Copy every record below exactly as it appears.

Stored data
____________________

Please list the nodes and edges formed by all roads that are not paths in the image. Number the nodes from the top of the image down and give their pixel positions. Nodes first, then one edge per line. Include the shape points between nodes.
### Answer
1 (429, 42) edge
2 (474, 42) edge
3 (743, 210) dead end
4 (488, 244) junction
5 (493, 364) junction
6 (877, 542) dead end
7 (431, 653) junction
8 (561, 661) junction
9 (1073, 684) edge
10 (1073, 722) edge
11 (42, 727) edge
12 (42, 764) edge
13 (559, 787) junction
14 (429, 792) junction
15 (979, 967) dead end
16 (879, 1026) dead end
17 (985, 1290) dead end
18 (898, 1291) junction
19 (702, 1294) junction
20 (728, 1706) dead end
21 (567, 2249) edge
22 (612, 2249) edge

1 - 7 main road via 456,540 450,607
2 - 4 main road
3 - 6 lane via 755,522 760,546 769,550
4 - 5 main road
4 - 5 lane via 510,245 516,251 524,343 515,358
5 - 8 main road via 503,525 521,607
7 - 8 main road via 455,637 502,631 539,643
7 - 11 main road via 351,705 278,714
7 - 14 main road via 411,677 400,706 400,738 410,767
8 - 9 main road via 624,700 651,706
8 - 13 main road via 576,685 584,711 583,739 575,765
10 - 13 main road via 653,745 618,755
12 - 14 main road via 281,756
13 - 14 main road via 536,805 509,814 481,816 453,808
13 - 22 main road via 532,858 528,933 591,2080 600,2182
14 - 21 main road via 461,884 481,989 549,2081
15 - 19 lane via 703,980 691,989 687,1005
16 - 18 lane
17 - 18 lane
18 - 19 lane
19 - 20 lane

____________________

#### Solution for this exercise
Please list the nodes and edges formed by all roads that are not paths in the image. Number the nodes from the top of the image down and give their pixel positions. Nodes first, then one edge per line. Include the shape points between nodes.
### Answer
1 (429, 42) edge
2 (474, 42) edge
3 (743, 210) dead end
4 (488, 244) junction
5 (493, 364) junction
6 (877, 542) dead end
7 (431, 653) junction
8 (561, 661) junction
9 (1073, 684) edge
10 (1073, 722) edge
11 (42, 727) edge
12 (42, 764) edge
13 (559, 787) junction
14 (429, 792) junction
15 (979, 967) dead end
16 (879, 1026) dead end
17 (985, 1290) dead end
18 (898, 1291) junction
19 (702, 1294) junction
20 (728, 1706) dead end
21 (567, 2249) edge
22 (612, 2249) edge

1 - 7 main road via 456,540 450,607
2 - 4 main road
3 - 6 lane via 755,522 760,546 769,550
4 - 5 main road
4 - 5 lane via 510,245 516,251 524,343 515,358
5 - 8 main road via 503,525 521,607
7 - 8 main road via 455,637 502,631 539,643
7 - 11 main road via 351,705 278,714
7 - 14 main road via 411,677 400,706 400,738 410,767
8 - 9 main road via 624,700 651,706
8 - 13 main road via 576,685 584,711 583,739 575,765
10 - 13 main road via 653,745 618,755
12 - 14 main road via 281,756
13 - 14 main road via 536,805 509,814 481,816 453,808
13 - 22 main road via 532,858 528,933 591,2080 600,2182
14 - 21 main road via 461,884 481,989 549,2081
15 - 19 lane via 703,980 691,989 687,1005
16 - 18 lane
17 - 18 lane
18 - 19 lane
19 - 20 lane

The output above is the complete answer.